This piece first appeared in How to be Better Off in September 2005
The text here may not be identical to the published text

 

Retire on Time

Don't work 'til you drop

When do you want to retire? 60? 55? Tomorrow? If so, you will have to start planning pretty soon – someone has to pay for that long holiday at the end of your life we call retirement. And the way things are going the person paying for most of it will be you.

The pensions crisis, if there is one, is caused by one simple fact. We are living longer. Between 1960 and 2050 life expectancy for a man aged 65 is expected to grow from just over 12 years to a shade under 22 years. So retirement will be nine and a half years longer – an increase of 77% and you will need a lot more in your pension pot to pay for it.

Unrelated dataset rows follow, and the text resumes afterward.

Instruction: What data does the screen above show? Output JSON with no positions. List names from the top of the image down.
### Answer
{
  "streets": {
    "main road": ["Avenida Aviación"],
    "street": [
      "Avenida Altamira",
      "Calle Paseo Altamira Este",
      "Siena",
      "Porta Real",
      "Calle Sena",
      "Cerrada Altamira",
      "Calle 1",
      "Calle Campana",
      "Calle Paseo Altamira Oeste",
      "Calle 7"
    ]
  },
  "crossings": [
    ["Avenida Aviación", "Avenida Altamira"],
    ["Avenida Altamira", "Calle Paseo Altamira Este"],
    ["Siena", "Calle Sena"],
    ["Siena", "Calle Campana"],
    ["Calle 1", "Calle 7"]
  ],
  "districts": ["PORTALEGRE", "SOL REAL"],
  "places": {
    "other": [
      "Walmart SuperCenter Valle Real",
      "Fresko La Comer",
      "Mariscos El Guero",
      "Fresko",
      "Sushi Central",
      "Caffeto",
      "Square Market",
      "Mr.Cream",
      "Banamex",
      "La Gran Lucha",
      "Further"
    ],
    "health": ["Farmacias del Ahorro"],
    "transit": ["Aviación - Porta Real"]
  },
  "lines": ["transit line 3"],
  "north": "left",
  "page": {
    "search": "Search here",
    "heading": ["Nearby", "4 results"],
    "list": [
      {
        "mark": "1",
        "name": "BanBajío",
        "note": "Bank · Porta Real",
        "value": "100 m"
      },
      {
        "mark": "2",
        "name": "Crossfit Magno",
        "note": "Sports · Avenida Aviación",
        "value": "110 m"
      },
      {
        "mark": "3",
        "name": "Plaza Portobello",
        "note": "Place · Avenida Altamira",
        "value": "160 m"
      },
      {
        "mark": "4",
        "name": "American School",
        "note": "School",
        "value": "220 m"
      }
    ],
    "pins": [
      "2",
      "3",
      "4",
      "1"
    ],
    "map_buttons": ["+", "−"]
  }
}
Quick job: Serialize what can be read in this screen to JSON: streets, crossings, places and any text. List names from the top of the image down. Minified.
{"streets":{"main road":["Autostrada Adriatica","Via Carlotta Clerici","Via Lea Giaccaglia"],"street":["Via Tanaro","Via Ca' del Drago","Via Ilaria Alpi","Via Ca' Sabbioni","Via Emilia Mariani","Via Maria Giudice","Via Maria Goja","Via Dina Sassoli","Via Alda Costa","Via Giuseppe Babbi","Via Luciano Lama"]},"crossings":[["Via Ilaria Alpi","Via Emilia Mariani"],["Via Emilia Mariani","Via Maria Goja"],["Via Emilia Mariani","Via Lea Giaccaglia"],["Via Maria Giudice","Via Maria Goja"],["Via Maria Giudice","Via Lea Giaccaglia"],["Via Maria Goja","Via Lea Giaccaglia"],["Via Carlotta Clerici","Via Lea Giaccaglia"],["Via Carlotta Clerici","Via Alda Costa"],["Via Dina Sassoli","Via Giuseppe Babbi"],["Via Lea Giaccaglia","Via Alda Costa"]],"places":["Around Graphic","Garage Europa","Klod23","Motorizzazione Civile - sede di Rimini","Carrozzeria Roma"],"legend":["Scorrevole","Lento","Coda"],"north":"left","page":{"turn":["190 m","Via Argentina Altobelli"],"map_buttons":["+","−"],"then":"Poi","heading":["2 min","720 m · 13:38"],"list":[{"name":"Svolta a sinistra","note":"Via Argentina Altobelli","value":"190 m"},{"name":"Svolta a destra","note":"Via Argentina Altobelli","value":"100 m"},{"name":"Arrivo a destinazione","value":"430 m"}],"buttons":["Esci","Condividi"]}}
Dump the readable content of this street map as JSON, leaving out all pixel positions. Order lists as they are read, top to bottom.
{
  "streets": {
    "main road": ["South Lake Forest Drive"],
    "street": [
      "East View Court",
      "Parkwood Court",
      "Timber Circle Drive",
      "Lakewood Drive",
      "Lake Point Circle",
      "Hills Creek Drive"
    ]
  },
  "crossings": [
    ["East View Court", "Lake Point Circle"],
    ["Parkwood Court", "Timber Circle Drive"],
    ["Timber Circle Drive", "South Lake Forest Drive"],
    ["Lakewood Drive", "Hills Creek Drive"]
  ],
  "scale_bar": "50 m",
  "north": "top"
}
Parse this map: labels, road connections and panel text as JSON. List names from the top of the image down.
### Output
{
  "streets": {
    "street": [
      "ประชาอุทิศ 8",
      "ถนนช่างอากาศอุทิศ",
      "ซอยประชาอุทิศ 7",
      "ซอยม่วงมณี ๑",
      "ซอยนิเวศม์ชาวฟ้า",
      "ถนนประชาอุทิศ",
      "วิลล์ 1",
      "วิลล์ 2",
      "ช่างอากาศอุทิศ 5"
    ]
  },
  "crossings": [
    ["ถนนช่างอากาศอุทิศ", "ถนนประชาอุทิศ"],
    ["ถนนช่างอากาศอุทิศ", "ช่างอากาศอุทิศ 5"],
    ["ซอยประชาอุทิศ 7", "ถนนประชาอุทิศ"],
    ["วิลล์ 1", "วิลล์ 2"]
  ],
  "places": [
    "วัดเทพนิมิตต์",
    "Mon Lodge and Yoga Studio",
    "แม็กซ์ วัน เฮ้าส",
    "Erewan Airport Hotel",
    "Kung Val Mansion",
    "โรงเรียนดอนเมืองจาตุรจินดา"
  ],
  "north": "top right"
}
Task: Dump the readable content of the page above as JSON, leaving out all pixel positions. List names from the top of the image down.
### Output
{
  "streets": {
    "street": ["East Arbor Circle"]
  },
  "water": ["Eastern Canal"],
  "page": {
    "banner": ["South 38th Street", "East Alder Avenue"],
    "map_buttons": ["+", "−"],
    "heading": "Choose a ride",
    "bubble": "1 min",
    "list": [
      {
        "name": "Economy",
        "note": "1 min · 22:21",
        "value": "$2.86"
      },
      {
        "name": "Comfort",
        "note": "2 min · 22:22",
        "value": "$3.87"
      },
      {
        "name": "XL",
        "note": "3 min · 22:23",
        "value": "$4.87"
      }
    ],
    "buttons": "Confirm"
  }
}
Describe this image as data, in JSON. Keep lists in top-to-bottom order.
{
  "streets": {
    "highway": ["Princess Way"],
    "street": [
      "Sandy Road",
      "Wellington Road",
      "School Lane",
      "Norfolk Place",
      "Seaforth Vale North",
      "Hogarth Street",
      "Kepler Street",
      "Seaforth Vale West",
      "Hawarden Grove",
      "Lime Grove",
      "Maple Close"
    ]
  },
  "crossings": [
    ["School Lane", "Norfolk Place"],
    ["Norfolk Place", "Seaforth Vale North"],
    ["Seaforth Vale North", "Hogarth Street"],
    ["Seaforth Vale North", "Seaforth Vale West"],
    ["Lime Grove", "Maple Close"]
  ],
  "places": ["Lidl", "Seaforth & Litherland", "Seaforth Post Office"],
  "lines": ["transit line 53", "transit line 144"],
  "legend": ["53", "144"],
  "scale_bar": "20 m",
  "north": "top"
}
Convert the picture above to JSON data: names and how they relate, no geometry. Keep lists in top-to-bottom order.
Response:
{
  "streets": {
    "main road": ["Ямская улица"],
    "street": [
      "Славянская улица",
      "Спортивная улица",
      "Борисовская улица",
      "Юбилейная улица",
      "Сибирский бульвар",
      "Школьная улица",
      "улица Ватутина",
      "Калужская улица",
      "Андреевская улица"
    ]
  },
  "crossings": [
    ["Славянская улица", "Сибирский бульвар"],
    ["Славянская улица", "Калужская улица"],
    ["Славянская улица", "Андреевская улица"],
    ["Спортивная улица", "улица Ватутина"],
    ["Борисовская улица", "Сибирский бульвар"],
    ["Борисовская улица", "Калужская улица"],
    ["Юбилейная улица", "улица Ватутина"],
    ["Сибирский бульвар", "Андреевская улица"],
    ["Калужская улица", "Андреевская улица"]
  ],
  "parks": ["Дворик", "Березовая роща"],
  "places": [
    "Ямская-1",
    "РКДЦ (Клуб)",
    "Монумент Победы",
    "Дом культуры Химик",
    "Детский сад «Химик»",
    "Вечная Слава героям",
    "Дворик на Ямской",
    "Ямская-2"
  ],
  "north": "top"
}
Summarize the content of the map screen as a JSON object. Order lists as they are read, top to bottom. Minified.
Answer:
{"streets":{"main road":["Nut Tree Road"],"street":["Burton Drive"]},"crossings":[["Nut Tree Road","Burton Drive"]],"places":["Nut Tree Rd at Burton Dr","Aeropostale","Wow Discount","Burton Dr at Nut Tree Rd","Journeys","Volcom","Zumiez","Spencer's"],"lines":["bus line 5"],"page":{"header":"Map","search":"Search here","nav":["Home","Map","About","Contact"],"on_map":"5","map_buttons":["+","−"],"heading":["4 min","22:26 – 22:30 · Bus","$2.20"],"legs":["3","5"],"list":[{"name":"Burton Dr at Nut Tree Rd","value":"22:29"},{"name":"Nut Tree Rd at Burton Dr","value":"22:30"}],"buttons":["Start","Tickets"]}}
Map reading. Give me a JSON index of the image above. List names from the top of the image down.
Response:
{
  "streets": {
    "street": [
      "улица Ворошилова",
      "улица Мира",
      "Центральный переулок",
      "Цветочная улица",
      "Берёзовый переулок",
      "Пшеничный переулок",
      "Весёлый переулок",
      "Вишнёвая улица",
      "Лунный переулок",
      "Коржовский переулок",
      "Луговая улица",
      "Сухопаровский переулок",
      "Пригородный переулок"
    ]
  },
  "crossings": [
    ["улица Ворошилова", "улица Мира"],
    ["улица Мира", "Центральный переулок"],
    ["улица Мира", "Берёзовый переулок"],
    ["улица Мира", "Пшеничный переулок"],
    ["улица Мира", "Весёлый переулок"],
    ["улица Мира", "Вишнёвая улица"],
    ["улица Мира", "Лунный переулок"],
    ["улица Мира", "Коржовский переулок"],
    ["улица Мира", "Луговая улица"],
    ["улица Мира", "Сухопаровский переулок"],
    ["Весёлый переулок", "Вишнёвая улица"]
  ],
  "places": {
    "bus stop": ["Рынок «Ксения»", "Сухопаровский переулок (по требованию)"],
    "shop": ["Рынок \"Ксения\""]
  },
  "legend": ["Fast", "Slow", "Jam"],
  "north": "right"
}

One answer is to retire later – recent suggestions range from 67 to 70, even 72 in the USA. But many people want to retire younger than 65 not older. That means spending a lot less and saving a lot more. And spending less does not mean using your plastic more – that is spending later, not less.

How much?
No-one really knows how much we have to save to have a decent pension in retirement. But a good clue is given by the schemes that the better companies operate and which promise a pension of around half your pay after 40 years service. The total contribution into those pension schemes is roughly a fifth of the amount paid in wages. If you are with one of those employers then join the pension scheme. If not, and you and your employer between you are paying less than 20% of your gross pay into a pension of one sort or another, then your retirement will not be that wealthy. And remember, even that amount will only let you retire on half the income you enjoy now and usually at 65 not 60.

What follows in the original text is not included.